#### [Records for processing]
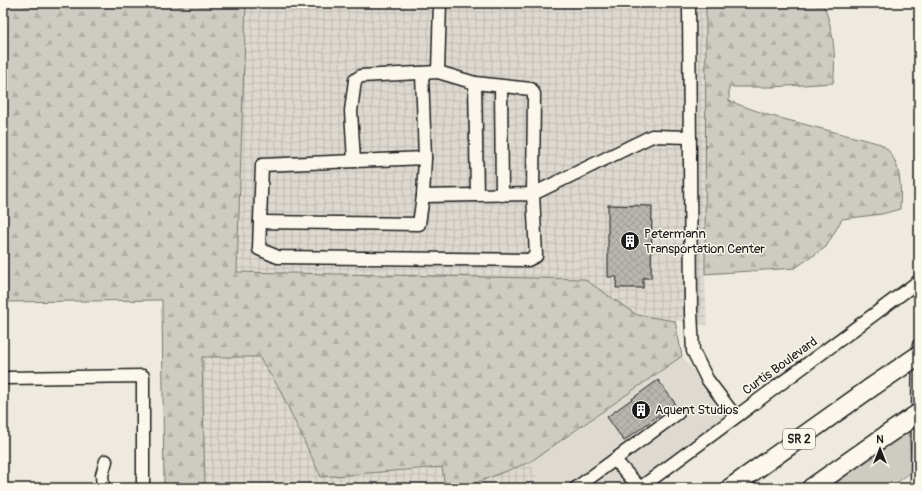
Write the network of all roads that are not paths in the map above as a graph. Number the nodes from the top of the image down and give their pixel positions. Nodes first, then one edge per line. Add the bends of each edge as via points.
1 (440, 3) edge
2 (689, 3) edge
3 (422, 72) junction
4 (438, 72) junction
5 (475, 83) junction
6 (501, 86) junction
7 (690, 137) junction
8 (425, 158) junction
9 (354, 161) junction
10 (533, 194) junction
11 (477, 195) junction
12 (502, 195) junction
13 (423, 196) junction
14 (260, 222) junction
15 (919, 281) edge
16 (919, 345) edge
17 (919, 355) edge
18 (8, 378) dead end
19 (678, 413) dead end
20 (919, 413) edge
21 (735, 416) junction
22 (614, 460) junction
23 (106, 461) dead end
24 (916, 486) edge
25 (103, 488) edge
26 (143, 488) edge
27 (576, 488) edge
28 (640, 488) edge
29 (730, 488) edge
30 (811, 488) edge

1 - 4 street
2 - 7 street
3 - 4 street
3 - 8 street
3 - 9 street via 361,76 354,80 351,111
4 - 5 street
5 - 6 street
5 - 11 street
6 - 10 street via 532,89 534,94
6 - 12 street
7 - 10 street via 652,136
7 - 21 street via 693,351 707,379
8 - 9 street
8 - 13 street
9 - 14 street via 262,165
10 - 12 street
10 - 14 street via 536,256 528,260 278,257 258,249
11 - 12 street
11 - 13 street
13 - 14 street via 419,224
15 - 21 street, Curtis Boulevard
16 - 24 street
17 - 29 highway, SR 2, bridge
18 - 26 street via 143,376
19 - 22 street
20 - 30 highway, bridge
21 - 28 street, Curtis Boulevard
22 - 27 street
22 - 28 street
23 - 25 street via 102,475

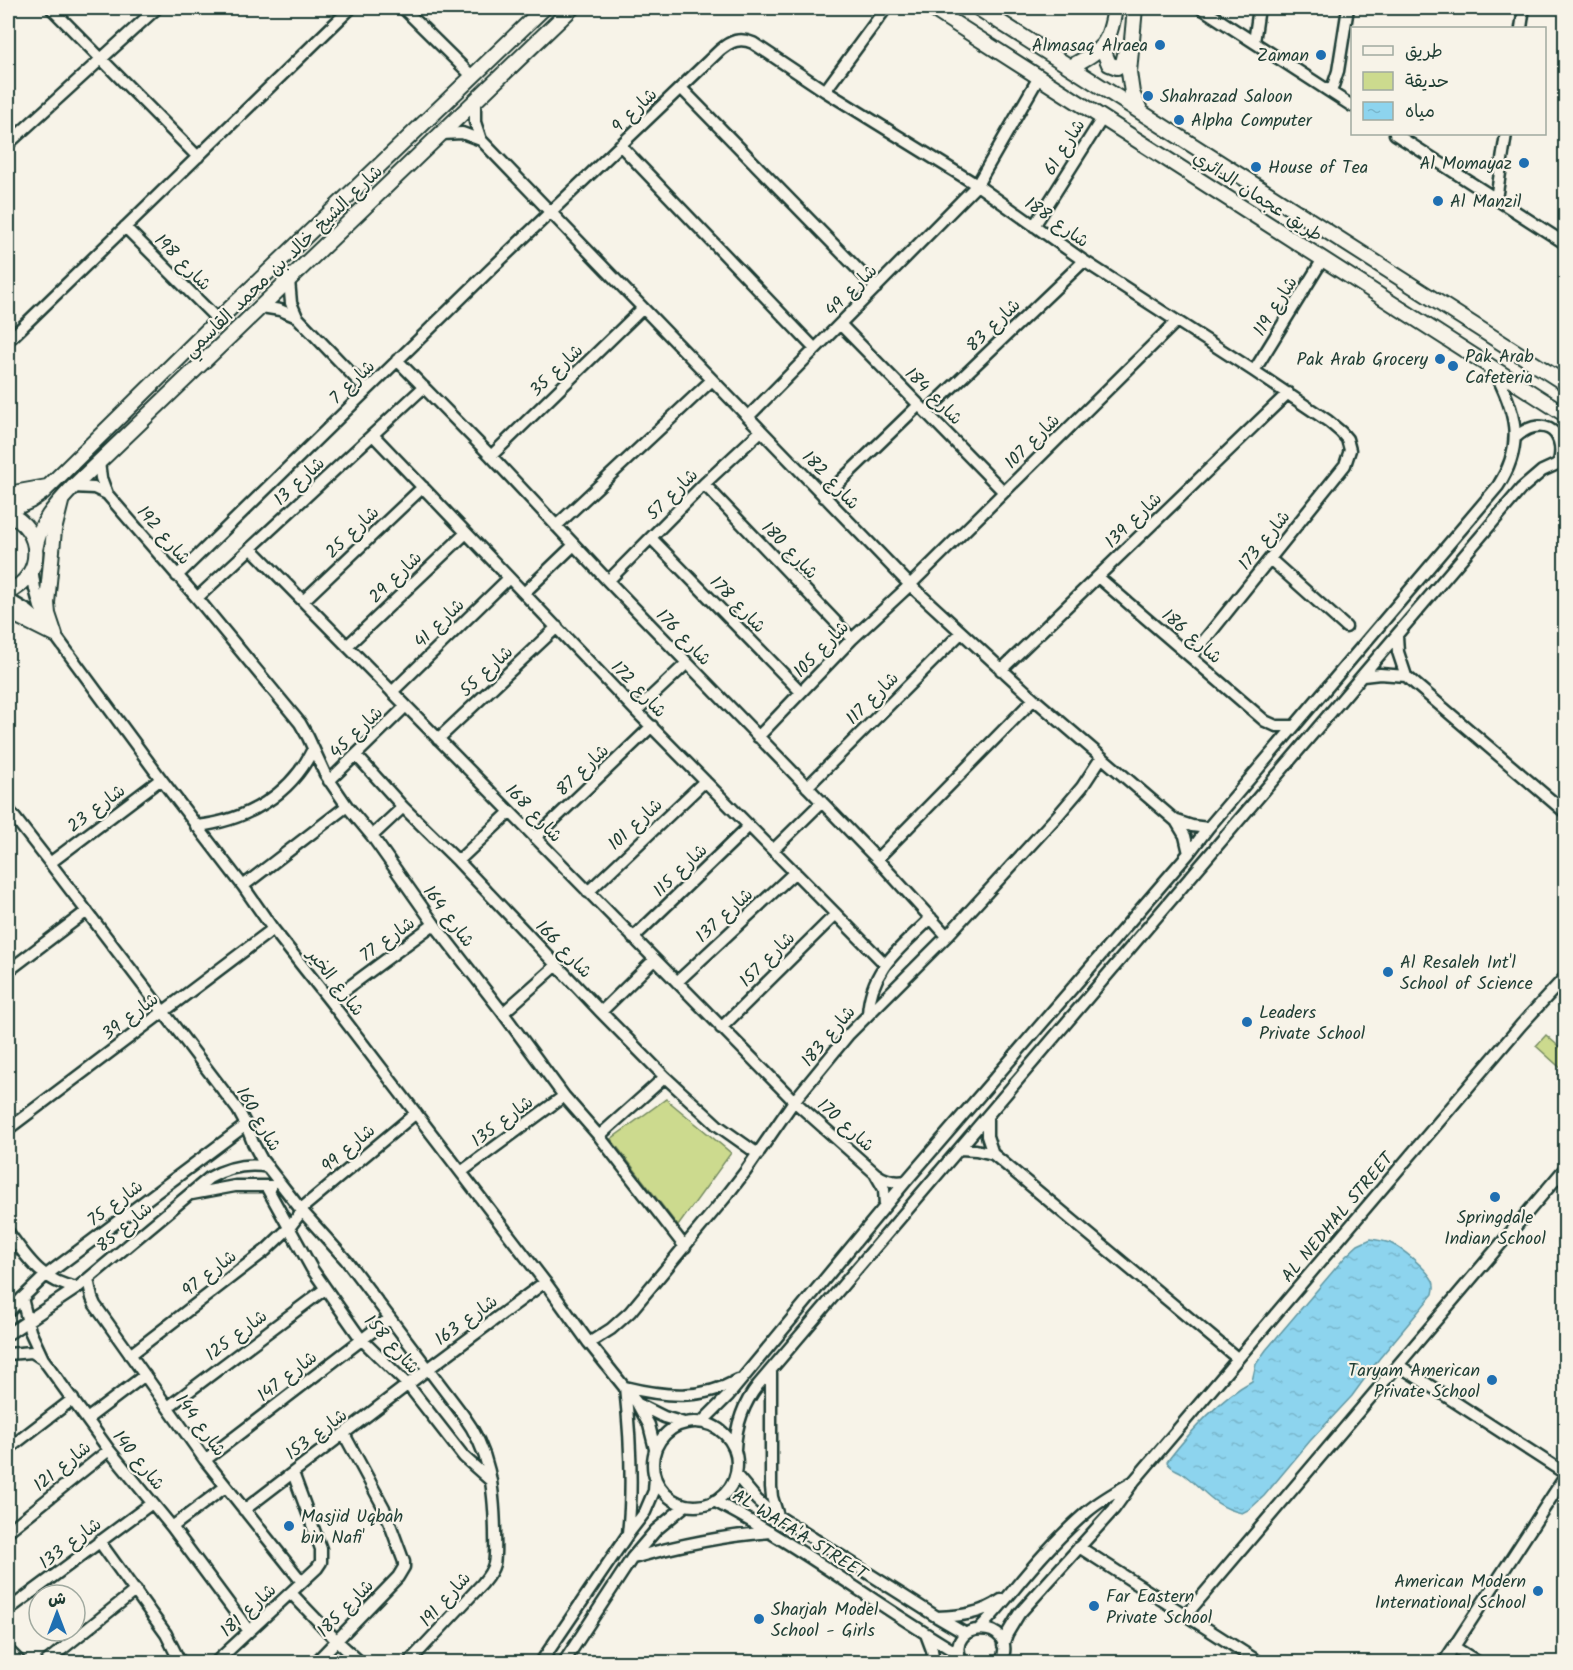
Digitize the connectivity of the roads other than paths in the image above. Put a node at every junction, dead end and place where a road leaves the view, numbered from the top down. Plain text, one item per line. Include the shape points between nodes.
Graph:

#### [Your task]
Quote each record exactly as it stands, minus the pictures.

#### [Solved problem]
Write the network of all roads that are not paths in the map above as a graph. Number the nodes from the top of the image down and give their pixel positions. Nodes first, then one edge per line. Add the bends of each edge as via points.
1 (440, 3) edge
2 (689, 3) edge
3 (422, 72) junction
4 (438, 72) junction
5 (475, 83) junction
6 (501, 86) junction
7 (690, 137) junction
8 (425, 158) junction
9 (354, 161) junction
10 (533, 194) junction
11 (477, 195) junction
12 (502, 195) junction
13 (423, 196) junction
14 (260, 222) junction
15 (919, 281) edge
16 (919, 345) edge
17 (919, 355) edge
18 (8, 378) dead end
19 (678, 413) dead end
20 (919, 413) edge
21 (735, 416) junction
22 (614, 460) junction
23 (106, 461) dead end
24 (916, 486) edge
25 (103, 488) edge
26 (143, 488) edge
27 (576, 488) edge
28 (640, 488) edge
29 (730, 488) edge
30 (811, 488) edge

1 - 4 street
2 - 7 street
3 - 4 street
3 - 8 street
3 - 9 street via 361,76 354,80 351,111
4 - 5 street
5 - 6 street
5 - 11 street
6 - 10 street via 532,89 534,94
6 - 12 street
7 - 10 street via 652,136
7 - 21 street via 693,351 707,379
8 - 9 street
8 - 13 street
9 - 14 street via 262,165
10 - 12 street
10 - 14 street via 536,256 528,260 278,257 258,249
11 - 12 street
11 - 13 street
13 - 14 street via 419,224
15 - 21 street, Curtis Boulevard
16 - 24 street
17 - 29 highway, SR 2, bridge
18 - 26 street via 143,376
19 - 22 street
20 - 30 highway, bridge
21 - 28 street, Curtis Boulevard
22 - 27 street
22 - 28 street
23 - 25 street via 102,475

Digitize the connectivity of the roads other than paths in the image above. Put a node at every junction, dead end and place where a road leaves the view, numbered from the top down. Plain text, one item per line. Include the shape points between nodes.
Graph:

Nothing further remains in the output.